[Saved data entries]
****************
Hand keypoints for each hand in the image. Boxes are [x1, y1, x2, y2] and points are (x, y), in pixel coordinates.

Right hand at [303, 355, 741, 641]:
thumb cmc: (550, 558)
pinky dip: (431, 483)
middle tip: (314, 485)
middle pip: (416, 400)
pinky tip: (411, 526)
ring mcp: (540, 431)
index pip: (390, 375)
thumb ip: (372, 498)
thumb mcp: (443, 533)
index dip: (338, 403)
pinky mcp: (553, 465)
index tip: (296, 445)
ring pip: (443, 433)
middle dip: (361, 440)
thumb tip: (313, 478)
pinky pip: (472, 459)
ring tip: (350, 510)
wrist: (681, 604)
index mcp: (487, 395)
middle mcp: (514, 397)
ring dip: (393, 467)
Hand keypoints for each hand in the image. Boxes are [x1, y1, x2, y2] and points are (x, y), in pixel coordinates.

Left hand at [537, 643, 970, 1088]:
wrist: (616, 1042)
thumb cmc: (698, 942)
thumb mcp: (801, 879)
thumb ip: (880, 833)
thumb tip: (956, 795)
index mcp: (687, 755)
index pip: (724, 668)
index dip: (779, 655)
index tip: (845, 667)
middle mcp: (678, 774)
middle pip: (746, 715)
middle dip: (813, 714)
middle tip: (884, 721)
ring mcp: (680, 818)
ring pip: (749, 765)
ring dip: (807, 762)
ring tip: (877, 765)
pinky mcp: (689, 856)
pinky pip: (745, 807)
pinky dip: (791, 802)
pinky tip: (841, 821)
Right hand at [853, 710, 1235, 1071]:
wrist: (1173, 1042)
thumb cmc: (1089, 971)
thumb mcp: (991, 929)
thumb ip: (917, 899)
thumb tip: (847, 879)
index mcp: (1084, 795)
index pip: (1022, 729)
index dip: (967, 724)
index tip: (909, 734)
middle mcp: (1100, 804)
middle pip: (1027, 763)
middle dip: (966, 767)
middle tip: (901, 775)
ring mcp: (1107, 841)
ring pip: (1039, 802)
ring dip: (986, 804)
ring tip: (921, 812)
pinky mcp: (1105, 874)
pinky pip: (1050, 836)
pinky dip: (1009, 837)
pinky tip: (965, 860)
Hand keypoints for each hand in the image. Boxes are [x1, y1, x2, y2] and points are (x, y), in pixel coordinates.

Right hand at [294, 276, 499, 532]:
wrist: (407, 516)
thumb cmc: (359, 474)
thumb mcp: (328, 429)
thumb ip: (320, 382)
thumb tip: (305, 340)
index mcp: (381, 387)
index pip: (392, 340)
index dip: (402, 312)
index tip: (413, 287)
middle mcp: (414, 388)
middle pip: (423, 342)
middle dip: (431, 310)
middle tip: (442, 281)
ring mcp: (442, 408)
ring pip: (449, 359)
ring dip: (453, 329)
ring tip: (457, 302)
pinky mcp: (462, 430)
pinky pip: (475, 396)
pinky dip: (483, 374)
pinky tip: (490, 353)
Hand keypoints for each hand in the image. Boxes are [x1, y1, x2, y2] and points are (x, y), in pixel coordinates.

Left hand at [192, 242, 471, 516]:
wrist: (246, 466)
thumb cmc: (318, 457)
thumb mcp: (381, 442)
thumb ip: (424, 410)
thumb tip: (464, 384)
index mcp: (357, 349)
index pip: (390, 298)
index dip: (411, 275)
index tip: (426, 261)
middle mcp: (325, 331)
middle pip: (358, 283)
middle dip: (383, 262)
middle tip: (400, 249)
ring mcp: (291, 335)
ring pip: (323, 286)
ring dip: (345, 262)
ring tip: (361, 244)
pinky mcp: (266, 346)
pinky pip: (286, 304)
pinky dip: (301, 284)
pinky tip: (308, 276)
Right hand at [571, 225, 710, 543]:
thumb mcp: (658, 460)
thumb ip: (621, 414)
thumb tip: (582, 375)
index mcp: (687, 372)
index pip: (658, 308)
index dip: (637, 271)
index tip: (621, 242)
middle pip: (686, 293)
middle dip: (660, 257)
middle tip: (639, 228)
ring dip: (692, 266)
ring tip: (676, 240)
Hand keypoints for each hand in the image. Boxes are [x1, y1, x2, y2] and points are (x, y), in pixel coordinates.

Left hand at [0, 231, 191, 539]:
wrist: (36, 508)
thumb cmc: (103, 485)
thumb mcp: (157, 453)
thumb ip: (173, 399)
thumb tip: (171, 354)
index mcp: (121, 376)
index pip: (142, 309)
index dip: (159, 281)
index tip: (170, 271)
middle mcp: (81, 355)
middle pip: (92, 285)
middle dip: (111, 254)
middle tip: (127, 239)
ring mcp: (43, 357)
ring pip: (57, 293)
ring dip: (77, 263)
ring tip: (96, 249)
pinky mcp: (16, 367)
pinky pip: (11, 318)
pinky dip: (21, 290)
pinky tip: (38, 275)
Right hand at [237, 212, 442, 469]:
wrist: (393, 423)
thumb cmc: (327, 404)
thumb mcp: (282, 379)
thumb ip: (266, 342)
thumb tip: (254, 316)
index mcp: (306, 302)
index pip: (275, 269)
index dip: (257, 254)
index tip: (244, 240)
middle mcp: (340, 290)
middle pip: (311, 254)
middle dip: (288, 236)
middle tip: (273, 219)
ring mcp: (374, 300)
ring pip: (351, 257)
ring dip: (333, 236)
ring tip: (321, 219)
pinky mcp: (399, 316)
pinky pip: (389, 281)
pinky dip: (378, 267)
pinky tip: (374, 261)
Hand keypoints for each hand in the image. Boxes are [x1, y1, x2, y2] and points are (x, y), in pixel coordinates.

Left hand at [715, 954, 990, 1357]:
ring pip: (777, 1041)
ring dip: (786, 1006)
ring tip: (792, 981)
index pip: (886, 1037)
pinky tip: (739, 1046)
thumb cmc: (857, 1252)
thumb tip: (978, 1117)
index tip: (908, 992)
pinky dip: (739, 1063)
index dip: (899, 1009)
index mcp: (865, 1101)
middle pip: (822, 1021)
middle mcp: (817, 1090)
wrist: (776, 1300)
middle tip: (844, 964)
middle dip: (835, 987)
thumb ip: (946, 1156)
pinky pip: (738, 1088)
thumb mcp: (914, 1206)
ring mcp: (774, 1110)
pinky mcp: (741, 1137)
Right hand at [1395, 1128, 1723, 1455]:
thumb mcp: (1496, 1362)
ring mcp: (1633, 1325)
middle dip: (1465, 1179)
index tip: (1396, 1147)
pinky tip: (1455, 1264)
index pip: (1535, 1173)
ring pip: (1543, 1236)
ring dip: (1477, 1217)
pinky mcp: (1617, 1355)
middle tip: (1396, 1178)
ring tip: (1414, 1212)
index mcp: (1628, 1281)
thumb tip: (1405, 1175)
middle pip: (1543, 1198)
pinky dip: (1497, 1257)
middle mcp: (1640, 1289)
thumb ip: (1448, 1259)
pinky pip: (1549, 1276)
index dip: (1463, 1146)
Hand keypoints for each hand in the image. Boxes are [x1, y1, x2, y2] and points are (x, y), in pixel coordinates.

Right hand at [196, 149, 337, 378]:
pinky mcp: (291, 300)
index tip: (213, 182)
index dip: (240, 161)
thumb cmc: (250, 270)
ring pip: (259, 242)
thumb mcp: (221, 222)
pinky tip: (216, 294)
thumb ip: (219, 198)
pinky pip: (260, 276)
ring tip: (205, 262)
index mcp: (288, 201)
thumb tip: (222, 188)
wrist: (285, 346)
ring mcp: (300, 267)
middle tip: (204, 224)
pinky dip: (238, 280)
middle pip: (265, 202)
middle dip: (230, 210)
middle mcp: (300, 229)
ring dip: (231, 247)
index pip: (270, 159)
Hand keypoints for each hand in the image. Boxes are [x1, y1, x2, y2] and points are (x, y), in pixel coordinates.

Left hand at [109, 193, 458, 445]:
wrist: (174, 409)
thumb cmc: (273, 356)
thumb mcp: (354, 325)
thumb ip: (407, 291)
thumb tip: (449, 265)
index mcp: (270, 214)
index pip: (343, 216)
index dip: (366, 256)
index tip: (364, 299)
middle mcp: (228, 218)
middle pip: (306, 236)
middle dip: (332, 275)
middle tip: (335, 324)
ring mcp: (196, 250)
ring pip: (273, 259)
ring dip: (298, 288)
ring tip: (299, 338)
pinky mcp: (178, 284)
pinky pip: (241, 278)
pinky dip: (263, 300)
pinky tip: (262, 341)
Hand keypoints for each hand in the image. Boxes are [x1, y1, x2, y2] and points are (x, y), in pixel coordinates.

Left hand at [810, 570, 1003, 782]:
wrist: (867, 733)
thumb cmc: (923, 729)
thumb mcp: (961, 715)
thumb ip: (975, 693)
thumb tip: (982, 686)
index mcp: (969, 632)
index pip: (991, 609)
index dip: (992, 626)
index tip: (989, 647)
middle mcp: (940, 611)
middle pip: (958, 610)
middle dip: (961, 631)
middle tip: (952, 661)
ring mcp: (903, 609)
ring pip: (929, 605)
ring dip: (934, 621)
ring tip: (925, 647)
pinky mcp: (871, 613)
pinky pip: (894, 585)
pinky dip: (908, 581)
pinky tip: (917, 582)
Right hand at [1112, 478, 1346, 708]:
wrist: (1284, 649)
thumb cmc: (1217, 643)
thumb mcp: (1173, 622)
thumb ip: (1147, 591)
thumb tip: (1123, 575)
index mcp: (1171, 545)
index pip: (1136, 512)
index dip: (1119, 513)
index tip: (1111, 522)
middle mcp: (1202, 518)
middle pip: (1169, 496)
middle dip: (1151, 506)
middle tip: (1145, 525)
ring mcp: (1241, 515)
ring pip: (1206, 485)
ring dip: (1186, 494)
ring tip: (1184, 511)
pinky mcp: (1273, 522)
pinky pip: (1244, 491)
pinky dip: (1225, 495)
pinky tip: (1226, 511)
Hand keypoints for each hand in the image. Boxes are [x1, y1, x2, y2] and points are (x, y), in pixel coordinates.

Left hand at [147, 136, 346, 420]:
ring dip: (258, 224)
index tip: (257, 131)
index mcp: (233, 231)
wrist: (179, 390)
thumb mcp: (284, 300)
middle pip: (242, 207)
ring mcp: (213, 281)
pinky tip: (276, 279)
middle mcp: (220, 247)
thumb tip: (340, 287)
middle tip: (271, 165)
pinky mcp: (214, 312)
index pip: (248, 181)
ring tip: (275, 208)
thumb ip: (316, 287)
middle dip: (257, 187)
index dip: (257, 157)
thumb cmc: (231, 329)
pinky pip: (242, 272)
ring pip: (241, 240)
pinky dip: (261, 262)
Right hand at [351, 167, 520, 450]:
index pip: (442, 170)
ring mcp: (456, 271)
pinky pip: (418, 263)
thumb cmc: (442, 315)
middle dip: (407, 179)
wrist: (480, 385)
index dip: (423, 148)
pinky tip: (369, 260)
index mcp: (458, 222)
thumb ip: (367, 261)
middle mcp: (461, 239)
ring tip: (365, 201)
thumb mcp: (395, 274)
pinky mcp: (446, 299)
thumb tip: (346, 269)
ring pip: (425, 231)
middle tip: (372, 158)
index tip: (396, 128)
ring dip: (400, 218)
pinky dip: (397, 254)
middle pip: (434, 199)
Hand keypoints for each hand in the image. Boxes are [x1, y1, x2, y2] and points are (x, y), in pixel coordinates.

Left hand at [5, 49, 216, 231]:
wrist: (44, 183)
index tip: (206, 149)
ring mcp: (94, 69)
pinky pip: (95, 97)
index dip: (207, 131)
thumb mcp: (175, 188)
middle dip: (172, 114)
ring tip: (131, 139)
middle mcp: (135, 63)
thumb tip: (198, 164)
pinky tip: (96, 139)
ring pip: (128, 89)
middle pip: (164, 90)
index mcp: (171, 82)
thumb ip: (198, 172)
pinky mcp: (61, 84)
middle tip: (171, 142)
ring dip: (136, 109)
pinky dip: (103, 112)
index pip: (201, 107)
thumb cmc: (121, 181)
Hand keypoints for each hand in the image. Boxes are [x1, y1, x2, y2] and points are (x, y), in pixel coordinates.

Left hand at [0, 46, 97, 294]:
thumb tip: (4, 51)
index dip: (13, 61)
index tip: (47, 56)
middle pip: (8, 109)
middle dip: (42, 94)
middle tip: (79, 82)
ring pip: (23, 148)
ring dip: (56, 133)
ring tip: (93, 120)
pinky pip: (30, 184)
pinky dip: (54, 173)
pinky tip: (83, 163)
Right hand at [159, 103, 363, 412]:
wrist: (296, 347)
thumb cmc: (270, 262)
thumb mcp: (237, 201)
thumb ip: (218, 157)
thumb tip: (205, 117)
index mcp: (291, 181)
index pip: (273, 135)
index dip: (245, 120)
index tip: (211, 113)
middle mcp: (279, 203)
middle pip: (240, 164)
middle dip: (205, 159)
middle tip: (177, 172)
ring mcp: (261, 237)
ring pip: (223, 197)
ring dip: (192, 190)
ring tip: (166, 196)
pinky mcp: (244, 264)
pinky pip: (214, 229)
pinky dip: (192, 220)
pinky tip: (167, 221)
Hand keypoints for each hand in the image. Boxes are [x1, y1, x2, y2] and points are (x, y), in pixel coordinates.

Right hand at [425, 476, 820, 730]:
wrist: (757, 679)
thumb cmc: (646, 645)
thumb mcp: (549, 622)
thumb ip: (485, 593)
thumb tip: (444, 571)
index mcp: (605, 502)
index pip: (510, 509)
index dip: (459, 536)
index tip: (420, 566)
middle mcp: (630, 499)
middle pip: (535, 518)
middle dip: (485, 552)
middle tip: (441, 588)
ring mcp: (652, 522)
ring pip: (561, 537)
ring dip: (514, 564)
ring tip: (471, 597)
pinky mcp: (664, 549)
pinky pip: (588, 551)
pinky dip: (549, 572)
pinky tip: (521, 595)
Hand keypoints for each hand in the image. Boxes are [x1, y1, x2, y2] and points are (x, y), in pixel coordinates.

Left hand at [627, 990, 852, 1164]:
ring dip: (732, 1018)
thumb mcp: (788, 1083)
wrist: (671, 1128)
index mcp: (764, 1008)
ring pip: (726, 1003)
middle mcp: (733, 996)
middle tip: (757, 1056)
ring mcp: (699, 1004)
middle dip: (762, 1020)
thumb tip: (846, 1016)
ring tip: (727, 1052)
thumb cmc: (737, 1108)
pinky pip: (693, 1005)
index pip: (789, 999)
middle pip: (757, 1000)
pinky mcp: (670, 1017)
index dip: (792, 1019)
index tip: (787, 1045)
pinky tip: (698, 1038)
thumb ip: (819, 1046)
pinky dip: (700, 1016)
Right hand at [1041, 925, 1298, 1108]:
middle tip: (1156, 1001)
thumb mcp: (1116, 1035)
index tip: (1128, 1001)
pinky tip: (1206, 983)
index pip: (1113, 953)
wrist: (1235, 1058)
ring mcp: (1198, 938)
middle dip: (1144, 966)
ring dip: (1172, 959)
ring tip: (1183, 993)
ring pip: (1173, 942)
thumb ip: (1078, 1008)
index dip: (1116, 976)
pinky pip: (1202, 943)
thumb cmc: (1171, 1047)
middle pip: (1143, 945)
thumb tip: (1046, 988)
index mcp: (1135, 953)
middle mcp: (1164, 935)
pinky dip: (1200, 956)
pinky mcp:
****************
• [About this exercise] From the data above, return every line from the line that has "index mcp: (1084, 795)" up to and including the line that has "pinky dip: (1009, 837)", exactly.

• [Response to this task]
index mcp: (1084, 795)
index pip: (1022, 729)
index dip: (967, 724)
index tip: (909, 734)
middle mcp: (1100, 804)
middle pip: (1027, 763)
middle dip: (966, 767)
middle tip: (901, 775)
ring mcp: (1107, 841)
ring pip: (1039, 802)
ring dip: (986, 804)
ring tip: (921, 812)
pinky mcp: (1105, 874)
pinky pip: (1050, 836)
pinky dip: (1009, 837)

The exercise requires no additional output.